(Collected data)
::::::::::
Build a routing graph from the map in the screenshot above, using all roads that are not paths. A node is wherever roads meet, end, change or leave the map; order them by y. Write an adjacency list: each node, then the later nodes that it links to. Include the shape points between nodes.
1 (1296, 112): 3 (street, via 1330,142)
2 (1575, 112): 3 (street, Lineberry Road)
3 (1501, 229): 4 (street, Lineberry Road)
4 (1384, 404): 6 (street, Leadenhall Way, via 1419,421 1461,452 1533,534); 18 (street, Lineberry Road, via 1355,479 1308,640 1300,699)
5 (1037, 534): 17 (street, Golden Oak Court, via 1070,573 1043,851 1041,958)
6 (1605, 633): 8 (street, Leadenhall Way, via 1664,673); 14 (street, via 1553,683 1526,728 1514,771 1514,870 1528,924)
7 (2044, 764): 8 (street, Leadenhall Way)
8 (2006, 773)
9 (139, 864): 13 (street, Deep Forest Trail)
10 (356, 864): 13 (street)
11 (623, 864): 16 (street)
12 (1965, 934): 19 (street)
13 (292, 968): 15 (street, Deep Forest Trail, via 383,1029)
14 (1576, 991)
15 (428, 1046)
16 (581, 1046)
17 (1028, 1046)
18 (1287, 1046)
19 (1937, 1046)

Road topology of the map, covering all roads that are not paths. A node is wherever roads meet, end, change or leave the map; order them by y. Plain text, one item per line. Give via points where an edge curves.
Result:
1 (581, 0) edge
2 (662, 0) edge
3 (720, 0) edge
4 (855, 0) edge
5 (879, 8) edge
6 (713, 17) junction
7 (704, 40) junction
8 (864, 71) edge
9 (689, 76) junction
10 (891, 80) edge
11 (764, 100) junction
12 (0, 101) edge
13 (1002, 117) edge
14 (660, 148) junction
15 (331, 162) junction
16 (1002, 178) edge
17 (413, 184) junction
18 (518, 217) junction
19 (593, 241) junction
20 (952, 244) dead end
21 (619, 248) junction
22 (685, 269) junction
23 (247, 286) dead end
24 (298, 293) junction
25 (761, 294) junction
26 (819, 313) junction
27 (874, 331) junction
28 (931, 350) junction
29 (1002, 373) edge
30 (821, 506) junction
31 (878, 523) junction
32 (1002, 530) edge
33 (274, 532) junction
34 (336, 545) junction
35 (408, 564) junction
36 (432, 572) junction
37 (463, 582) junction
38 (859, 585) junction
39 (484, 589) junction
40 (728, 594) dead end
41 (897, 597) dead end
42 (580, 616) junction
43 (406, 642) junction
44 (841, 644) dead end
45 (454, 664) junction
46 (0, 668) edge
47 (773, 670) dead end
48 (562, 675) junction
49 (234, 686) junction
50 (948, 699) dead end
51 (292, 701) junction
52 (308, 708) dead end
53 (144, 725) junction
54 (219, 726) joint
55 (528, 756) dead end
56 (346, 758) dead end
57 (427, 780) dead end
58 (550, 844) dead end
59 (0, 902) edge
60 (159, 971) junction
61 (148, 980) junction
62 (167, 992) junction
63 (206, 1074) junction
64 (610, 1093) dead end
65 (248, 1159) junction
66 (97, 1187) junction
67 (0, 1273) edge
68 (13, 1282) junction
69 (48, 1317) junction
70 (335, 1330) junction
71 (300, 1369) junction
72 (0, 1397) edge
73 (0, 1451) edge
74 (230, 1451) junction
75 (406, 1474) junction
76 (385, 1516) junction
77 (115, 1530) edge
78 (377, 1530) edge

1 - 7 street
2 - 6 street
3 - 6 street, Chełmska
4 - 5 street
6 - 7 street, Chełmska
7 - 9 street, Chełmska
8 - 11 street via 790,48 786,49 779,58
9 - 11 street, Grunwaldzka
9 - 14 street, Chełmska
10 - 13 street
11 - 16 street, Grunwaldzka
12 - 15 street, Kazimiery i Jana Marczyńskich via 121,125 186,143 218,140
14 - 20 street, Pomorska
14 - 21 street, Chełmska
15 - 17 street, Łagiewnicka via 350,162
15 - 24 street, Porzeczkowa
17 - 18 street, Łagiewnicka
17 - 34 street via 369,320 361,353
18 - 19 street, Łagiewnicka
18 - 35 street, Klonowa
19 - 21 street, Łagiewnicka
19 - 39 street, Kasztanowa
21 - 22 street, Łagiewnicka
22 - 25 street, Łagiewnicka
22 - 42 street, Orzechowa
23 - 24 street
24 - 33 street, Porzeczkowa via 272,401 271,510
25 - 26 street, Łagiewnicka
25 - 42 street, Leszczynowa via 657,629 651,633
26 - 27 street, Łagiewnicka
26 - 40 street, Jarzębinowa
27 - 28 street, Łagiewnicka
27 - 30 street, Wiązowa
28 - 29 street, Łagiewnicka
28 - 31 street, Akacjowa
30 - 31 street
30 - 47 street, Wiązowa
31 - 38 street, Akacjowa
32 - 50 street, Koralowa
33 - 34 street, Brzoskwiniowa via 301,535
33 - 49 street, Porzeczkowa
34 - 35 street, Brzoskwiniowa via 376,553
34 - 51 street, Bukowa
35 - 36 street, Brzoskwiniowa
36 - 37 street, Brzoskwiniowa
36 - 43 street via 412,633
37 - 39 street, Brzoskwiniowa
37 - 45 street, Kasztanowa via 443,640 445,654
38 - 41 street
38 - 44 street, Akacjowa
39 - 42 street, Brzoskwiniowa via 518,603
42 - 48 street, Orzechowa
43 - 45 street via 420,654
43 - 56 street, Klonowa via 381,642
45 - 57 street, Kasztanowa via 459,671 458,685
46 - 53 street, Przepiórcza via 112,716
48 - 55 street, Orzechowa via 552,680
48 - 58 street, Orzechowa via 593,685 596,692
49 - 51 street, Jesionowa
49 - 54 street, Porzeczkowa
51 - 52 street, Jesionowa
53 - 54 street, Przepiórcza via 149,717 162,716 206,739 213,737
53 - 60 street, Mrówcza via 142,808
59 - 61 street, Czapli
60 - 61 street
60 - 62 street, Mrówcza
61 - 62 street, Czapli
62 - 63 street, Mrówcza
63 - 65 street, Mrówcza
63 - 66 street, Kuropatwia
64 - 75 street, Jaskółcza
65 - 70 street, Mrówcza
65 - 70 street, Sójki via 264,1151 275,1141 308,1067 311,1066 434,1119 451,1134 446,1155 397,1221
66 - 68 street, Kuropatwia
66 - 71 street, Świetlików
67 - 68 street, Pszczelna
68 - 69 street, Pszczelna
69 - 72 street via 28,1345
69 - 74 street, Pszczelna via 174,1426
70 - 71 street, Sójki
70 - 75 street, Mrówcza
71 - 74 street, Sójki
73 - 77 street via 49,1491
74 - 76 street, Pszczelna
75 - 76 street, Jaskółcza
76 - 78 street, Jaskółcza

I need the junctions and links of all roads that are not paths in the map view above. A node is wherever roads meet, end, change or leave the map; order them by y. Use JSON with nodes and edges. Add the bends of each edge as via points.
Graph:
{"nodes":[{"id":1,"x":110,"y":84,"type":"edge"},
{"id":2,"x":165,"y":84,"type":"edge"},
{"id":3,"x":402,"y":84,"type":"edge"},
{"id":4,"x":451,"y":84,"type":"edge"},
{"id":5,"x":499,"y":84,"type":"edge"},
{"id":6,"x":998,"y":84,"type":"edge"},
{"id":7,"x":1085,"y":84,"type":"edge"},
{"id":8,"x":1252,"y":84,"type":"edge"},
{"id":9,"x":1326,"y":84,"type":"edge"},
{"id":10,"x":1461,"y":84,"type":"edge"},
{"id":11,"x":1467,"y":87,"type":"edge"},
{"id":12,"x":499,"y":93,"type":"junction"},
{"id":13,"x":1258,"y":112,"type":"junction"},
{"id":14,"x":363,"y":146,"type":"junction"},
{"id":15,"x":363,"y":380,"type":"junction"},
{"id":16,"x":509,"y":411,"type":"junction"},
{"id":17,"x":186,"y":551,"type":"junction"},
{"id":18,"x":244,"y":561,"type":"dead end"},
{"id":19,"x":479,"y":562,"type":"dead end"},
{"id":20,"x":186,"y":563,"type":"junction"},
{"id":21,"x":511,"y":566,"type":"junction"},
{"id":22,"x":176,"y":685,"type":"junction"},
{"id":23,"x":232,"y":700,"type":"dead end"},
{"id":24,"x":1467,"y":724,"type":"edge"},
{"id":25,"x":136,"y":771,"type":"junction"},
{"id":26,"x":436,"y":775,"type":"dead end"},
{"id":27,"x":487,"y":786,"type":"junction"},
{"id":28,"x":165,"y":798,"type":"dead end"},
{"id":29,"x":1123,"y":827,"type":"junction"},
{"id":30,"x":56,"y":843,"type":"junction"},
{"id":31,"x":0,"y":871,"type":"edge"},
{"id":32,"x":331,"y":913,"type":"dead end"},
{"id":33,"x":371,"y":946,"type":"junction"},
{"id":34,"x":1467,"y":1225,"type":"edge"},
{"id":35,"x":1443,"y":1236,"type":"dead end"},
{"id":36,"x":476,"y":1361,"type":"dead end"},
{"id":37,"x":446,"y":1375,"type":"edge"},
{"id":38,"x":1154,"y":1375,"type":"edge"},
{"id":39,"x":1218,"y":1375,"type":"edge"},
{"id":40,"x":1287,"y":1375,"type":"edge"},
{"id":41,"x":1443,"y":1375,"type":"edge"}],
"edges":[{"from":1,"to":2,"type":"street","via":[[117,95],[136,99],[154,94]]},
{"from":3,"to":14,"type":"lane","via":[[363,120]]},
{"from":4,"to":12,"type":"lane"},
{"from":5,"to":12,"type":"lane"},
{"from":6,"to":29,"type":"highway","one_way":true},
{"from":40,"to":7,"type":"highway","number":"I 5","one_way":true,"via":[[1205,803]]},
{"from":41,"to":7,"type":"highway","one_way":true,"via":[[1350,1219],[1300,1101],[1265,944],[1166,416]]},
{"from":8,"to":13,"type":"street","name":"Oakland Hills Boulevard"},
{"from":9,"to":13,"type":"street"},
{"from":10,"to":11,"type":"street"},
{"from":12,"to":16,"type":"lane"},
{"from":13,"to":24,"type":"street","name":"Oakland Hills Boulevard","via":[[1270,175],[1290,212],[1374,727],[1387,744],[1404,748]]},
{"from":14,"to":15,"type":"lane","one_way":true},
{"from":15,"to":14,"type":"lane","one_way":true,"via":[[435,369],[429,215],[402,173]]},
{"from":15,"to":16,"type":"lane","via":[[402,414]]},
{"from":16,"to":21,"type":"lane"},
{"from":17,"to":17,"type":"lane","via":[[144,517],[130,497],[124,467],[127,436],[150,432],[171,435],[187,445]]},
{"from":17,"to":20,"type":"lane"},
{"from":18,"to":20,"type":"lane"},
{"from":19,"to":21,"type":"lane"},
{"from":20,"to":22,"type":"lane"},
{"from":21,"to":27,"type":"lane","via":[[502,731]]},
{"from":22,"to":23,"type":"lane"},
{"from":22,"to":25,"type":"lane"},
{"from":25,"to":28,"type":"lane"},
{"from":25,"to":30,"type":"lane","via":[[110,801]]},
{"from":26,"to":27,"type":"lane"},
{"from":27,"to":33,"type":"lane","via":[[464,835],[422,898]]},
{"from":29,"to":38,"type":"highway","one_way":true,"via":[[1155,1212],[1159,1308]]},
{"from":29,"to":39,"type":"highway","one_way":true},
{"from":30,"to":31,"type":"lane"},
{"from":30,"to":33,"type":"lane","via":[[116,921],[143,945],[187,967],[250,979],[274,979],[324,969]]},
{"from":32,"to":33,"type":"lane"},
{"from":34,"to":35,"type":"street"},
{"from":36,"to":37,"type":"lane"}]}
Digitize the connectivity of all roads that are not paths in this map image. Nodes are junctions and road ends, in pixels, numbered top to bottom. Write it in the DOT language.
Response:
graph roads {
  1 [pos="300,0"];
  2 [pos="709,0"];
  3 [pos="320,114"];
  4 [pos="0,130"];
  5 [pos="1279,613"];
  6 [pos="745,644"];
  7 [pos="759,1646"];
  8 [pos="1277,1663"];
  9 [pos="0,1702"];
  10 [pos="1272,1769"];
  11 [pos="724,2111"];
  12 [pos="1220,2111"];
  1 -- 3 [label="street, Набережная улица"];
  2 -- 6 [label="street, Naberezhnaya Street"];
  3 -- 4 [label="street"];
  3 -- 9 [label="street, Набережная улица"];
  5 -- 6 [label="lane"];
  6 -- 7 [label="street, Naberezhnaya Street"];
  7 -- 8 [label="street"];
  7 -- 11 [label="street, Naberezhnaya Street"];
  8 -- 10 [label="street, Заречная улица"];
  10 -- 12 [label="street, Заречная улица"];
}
::::::::::
→ WHAT THE TASK ASKS
Pick each line holding "Jesionowa" out of the entries above and return it.

→ REPLY
49 - 51 street, Jesionowa
51 - 52 street, Jesionowa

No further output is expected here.